Dave Heeke (born October 8, 1963) is an American former university sports administrator who last served as athletic director at the University of Arizona.

==College==
Heeke earned a bachelor's degree in 1985 from Albion College, where he was a member of the club hockey team and co-captain of the baseball team, then earning a master's degree from Ohio State University in 1987.

==Career==
Heeke served 18 years at the University of Oregon, initially holding a role boosting the program's support in Portland. He became athletics director of Central Michigan University on January 16, 2006, and served 11 years in the role.

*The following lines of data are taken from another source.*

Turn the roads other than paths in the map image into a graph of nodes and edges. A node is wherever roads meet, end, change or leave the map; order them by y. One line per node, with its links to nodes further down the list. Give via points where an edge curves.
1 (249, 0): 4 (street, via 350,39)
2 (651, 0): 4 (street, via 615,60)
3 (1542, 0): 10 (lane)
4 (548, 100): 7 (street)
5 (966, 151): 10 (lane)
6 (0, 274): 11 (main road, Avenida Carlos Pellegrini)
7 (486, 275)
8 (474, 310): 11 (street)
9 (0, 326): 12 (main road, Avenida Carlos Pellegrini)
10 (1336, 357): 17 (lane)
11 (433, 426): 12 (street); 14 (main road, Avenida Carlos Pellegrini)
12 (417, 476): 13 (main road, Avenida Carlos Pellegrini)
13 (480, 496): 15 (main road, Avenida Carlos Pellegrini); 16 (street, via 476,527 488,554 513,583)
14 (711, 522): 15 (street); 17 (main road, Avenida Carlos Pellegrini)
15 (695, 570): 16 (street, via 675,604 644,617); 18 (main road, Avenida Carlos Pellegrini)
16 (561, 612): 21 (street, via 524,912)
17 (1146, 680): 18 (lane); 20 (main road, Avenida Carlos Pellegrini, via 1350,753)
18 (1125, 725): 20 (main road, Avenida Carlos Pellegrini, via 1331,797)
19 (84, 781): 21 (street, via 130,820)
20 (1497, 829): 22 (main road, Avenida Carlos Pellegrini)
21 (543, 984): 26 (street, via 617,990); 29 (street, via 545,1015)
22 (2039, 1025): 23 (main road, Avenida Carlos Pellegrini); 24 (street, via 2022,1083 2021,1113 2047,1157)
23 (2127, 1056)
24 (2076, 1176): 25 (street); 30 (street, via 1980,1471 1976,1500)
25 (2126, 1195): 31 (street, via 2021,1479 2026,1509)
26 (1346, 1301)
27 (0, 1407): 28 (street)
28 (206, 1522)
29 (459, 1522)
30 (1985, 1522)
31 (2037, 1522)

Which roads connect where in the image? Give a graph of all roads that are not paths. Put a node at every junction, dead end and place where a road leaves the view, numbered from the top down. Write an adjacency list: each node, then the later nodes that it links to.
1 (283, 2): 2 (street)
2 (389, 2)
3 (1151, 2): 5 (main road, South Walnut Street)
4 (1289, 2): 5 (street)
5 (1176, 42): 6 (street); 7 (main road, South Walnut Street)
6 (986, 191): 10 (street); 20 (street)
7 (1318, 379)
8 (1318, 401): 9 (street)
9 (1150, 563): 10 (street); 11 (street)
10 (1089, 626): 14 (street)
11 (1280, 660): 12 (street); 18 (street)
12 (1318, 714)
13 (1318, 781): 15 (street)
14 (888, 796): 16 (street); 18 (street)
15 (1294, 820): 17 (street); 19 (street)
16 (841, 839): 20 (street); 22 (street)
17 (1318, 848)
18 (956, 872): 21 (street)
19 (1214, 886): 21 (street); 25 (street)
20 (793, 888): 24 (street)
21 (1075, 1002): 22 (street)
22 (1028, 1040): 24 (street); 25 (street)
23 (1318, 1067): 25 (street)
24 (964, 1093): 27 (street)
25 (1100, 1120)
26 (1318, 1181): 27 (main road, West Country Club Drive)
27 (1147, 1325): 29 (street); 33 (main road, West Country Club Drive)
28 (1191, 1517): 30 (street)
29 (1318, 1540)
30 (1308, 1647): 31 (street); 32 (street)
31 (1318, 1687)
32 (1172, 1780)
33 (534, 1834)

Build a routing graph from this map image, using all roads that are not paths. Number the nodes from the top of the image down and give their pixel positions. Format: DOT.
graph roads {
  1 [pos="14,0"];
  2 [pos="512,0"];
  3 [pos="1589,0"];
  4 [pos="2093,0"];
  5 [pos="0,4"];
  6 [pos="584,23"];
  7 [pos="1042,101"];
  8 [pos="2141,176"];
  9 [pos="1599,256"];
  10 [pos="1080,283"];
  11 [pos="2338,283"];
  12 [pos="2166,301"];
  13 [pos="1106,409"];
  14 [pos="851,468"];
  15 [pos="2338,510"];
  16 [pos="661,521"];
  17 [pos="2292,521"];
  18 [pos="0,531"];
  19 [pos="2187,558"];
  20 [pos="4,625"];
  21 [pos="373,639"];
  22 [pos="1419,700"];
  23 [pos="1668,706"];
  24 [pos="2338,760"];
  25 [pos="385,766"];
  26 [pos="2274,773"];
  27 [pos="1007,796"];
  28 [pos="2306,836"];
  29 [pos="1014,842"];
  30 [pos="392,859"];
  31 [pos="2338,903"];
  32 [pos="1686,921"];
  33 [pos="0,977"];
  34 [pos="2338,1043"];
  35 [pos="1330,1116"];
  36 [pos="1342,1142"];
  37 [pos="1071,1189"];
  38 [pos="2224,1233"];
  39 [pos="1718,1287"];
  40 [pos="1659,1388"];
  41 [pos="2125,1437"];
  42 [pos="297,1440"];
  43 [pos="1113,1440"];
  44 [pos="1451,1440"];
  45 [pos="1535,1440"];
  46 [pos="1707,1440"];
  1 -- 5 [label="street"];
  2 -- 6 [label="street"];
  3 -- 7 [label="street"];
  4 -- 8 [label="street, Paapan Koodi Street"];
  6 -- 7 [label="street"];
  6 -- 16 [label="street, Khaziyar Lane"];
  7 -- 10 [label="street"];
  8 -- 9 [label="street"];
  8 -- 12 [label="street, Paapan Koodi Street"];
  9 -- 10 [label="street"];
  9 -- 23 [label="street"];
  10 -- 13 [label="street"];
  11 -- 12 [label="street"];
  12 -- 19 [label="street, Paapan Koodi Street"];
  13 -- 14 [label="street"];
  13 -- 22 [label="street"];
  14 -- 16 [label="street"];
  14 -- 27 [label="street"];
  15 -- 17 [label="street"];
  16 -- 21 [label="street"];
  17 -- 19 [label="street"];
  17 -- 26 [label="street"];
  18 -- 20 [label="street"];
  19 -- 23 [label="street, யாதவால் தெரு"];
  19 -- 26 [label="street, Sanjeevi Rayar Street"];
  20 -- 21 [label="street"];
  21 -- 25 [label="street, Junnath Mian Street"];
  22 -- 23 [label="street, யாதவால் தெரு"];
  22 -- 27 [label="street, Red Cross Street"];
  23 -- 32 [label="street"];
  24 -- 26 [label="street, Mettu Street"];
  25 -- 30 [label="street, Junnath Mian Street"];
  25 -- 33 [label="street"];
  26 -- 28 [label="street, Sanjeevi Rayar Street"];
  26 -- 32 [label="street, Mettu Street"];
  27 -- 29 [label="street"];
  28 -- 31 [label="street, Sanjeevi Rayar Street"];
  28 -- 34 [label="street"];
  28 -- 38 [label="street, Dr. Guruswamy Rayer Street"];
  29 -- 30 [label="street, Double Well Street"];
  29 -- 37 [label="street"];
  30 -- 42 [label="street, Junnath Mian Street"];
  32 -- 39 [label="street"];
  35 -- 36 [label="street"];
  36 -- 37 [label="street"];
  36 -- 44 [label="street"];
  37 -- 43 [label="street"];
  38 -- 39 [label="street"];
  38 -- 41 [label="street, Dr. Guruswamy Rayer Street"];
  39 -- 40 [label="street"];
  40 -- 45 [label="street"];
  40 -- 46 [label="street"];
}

Heeke then became director of athletics at the University of Arizona on April 1, 2017. His five-year contract began with a $500,000 annual salary plus incentives, escalating annually. He received a new contract which extended his run as school athletic director through the 2024-25 season but was replaced on February 2, 2024 by former Wildcats Softball coach Mike Candrea, who served as interim athletic director until the hiring of Desireé Reed-Francois which was announced on February 19, 2024.

Hires while at Arizona:
- Augie Busch, Arizona Swimming and Diving
- John Court, Arizona Gymnastics
- Ryan Stotland, Arizona Women's Tennis
- Jedd Fisch, Arizona Football
- Tommy Lloyd, Arizona Basketball
- Caitlin Lowe, Arizona Softball
- Bernard Lagat, Arizona Cross Country
- Becca Moros, Arizona Women's Soccer
- Chip Hale, Arizona Baseball
- Wes Johnson, Arizona Triathlon
- Charita Stubbs, Arizona Volleyball
- Brent Brennan, Arizona Football

==Family==
Heeke and his wife, Liz, are parents to three boys, Ryan, Max and Zach.